▸ **Exercise details**
An exact copy of all the data, minus the images, is required.

▸ **Task input**
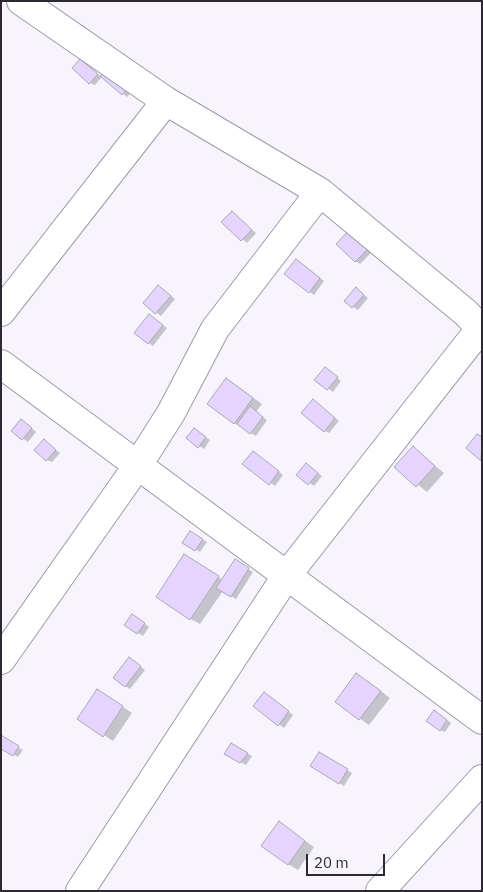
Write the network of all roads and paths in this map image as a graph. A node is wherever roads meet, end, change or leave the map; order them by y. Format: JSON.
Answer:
{"nodes":[{"id":1,"x":21,"y":1,"type":"edge"},
{"id":2,"x":166,"y":101,"type":"junction"},
{"id":3,"x":320,"y":192,"type":"junction"},
{"id":4,"x":1,"y":312,"type":"edge"},
{"id":5,"x":481,"y":330,"type":"edge"},
{"id":6,"x":1,"y":364,"type":"edge"},
{"id":7,"x":138,"y":465,"type":"junction"},
{"id":8,"x":287,"y":575,"type":"junction"},
{"id":9,"x":1,"y":660,"type":"edge"},
{"id":10,"x":482,"y":720,"type":"edge"},
{"id":11,"x":482,"y":779,"type":"edge"},
{"id":12,"x":80,"y":891,"type":"edge"},
{"id":13,"x":380,"y":891,"type":"edge"}],
"edges":[{"from":1,"to":2,"type":"street"},
{"from":2,"to":3,"type":"street"},
{"from":2,"to":4,"type":"street"},
{"from":3,"to":5,"type":"street"},
{"from":3,"to":7,"type":"street"},
{"from":5,"to":8,"type":"street"},
{"from":6,"to":7,"type":"street"},
{"from":7,"to":8,"type":"street"},
{"from":7,"to":9,"type":"street"},
{"from":8,"to":10,"type":"street"},
{"from":8,"to":12,"type":"street"},
{"from":11,"to":13,"type":"street"}]}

▸ **Task response**
Write the network of all roads and paths in this map image as a graph. A node is wherever roads meet, end, change or leave the map; order them by y. Format: JSON.
Answer:
{"nodes":[{"id":1,"x":21,"y":1,"type":"edge"},
{"id":2,"x":166,"y":101,"type":"junction"},
{"id":3,"x":320,"y":192,"type":"junction"},
{"id":4,"x":1,"y":312,"type":"edge"},
{"id":5,"x":481,"y":330,"type":"edge"},
{"id":6,"x":1,"y":364,"type":"edge"},
{"id":7,"x":138,"y":465,"type":"junction"},
{"id":8,"x":287,"y":575,"type":"junction"},
{"id":9,"x":1,"y":660,"type":"edge"},
{"id":10,"x":482,"y":720,"type":"edge"},
{"id":11,"x":482,"y":779,"type":"edge"},
{"id":12,"x":80,"y":891,"type":"edge"},
{"id":13,"x":380,"y":891,"type":"edge"}],
"edges":[{"from":1,"to":2,"type":"street"},
{"from":2,"to":3,"type":"street"},
{"from":2,"to":4,"type":"street"},
{"from":3,"to":5,"type":"street"},
{"from":3,"to":7,"type":"street"},
{"from":5,"to":8,"type":"street"},
{"from":6,"to":7,"type":"street"},
{"from":7,"to":8,"type":"street"},
{"from":7,"to":9,"type":"street"},
{"from":8,"to":10,"type":"street"},
{"from":8,"to":12,"type":"street"},
{"from":11,"to":13,"type":"street"}]}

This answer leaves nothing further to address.